Task instructions >>
This exercise needs all of the entries set down again, exactly as they read.

[Collection entries]

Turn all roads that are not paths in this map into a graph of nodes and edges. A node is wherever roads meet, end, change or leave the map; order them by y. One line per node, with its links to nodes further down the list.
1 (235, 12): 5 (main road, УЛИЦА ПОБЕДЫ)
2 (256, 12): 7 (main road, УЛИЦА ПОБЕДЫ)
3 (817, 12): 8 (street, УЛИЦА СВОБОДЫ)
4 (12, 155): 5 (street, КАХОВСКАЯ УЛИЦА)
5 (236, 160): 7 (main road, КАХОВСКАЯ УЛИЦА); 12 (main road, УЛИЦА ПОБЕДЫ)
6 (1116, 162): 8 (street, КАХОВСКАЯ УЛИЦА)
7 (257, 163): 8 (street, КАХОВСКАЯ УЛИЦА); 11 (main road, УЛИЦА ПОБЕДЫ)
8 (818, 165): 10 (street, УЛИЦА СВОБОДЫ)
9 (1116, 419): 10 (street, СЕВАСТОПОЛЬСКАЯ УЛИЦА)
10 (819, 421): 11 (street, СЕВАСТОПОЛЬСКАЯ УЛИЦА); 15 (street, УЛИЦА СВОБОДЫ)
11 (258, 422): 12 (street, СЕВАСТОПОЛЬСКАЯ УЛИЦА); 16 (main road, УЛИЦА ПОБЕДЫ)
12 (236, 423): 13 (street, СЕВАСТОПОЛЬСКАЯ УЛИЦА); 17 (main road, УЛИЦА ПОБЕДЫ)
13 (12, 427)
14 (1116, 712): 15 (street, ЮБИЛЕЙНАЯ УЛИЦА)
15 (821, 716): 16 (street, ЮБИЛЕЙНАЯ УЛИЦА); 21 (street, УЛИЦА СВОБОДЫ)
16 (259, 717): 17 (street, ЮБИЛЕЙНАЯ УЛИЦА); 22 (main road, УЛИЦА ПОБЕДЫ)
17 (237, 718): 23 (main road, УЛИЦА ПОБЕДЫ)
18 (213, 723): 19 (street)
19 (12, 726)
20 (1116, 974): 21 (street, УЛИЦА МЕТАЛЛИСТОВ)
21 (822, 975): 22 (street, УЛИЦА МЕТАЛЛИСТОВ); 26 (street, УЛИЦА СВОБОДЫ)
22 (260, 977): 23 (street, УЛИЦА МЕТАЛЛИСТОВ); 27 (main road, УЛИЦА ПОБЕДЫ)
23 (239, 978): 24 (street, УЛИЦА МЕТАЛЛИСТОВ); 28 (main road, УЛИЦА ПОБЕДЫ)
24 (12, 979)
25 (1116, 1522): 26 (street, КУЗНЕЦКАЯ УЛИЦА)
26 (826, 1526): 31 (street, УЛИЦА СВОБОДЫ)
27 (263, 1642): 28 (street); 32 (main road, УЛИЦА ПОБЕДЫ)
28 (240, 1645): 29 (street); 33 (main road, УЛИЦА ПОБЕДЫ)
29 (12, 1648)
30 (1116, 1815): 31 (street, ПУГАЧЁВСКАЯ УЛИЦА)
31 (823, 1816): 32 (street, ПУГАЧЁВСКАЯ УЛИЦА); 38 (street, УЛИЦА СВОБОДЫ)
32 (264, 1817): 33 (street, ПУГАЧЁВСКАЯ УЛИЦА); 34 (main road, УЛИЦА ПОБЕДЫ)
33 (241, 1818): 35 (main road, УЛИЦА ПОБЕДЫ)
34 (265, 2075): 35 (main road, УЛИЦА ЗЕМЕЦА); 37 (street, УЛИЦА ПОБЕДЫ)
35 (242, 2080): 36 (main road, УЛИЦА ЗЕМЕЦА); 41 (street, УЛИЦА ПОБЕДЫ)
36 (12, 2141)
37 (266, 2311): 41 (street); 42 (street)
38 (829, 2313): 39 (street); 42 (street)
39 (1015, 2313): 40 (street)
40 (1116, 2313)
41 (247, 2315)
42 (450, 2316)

Answer space >>
Turn all roads that are not paths in this map into a graph of nodes and edges. A node is wherever roads meet, end, change or leave the map; order them by y. One line per node, with its links to nodes further down the list.
1 (235, 12): 5 (main road, УЛИЦА ПОБЕДЫ)
2 (256, 12): 7 (main road, УЛИЦА ПОБЕДЫ)
3 (817, 12): 8 (street, УЛИЦА СВОБОДЫ)
4 (12, 155): 5 (street, КАХОВСКАЯ УЛИЦА)
5 (236, 160): 7 (main road, КАХОВСКАЯ УЛИЦА); 12 (main road, УЛИЦА ПОБЕДЫ)
6 (1116, 162): 8 (street, КАХОВСКАЯ УЛИЦА)
7 (257, 163): 8 (street, КАХОВСКАЯ УЛИЦА); 11 (main road, УЛИЦА ПОБЕДЫ)
8 (818, 165): 10 (street, УЛИЦА СВОБОДЫ)
9 (1116, 419): 10 (street, СЕВАСТОПОЛЬСКАЯ УЛИЦА)
10 (819, 421): 11 (street, СЕВАСТОПОЛЬСКАЯ УЛИЦА); 15 (street, УЛИЦА СВОБОДЫ)
11 (258, 422): 12 (street, СЕВАСТОПОЛЬСКАЯ УЛИЦА); 16 (main road, УЛИЦА ПОБЕДЫ)
12 (236, 423): 13 (street, СЕВАСТОПОЛЬСКАЯ УЛИЦА); 17 (main road, УЛИЦА ПОБЕДЫ)
13 (12, 427)
14 (1116, 712): 15 (street, ЮБИЛЕЙНАЯ УЛИЦА)
15 (821, 716): 16 (street, ЮБИЛЕЙНАЯ УЛИЦА); 21 (street, УЛИЦА СВОБОДЫ)
16 (259, 717): 17 (street, ЮБИЛЕЙНАЯ УЛИЦА); 22 (main road, УЛИЦА ПОБЕДЫ)
17 (237, 718): 23 (main road, УЛИЦА ПОБЕДЫ)
18 (213, 723): 19 (street)
19 (12, 726)
20 (1116, 974): 21 (street, УЛИЦА МЕТАЛЛИСТОВ)
21 (822, 975): 22 (street, УЛИЦА МЕТАЛЛИСТОВ); 26 (street, УЛИЦА СВОБОДЫ)
22 (260, 977): 23 (street, УЛИЦА МЕТАЛЛИСТОВ); 27 (main road, УЛИЦА ПОБЕДЫ)
23 (239, 978): 24 (street, УЛИЦА МЕТАЛЛИСТОВ); 28 (main road, УЛИЦА ПОБЕДЫ)
24 (12, 979)
25 (1116, 1522): 26 (street, КУЗНЕЦКАЯ УЛИЦА)
26 (826, 1526): 31 (street, УЛИЦА СВОБОДЫ)
27 (263, 1642): 28 (street); 32 (main road, УЛИЦА ПОБЕДЫ)
28 (240, 1645): 29 (street); 33 (main road, УЛИЦА ПОБЕДЫ)
29 (12, 1648)
30 (1116, 1815): 31 (street, ПУГАЧЁВСКАЯ УЛИЦА)
31 (823, 1816): 32 (street, ПУГАЧЁВСКАЯ УЛИЦА); 38 (street, УЛИЦА СВОБОДЫ)
32 (264, 1817): 33 (street, ПУГАЧЁВСКАЯ УЛИЦА); 34 (main road, УЛИЦА ПОБЕДЫ)
33 (241, 1818): 35 (main road, УЛИЦА ПОБЕДЫ)
34 (265, 2075): 35 (main road, УЛИЦА ЗЕМЕЦА); 37 (street, УЛИЦА ПОБЕДЫ)
35 (242, 2080): 36 (main road, УЛИЦА ЗЕМЕЦА); 41 (street, УЛИЦА ПОБЕДЫ)
36 (12, 2141)
37 (266, 2311): 41 (street); 42 (street)
38 (829, 2313): 39 (street); 42 (street)
39 (1015, 2313): 40 (street)
40 (1116, 2313)
41 (247, 2315)
42 (450, 2316)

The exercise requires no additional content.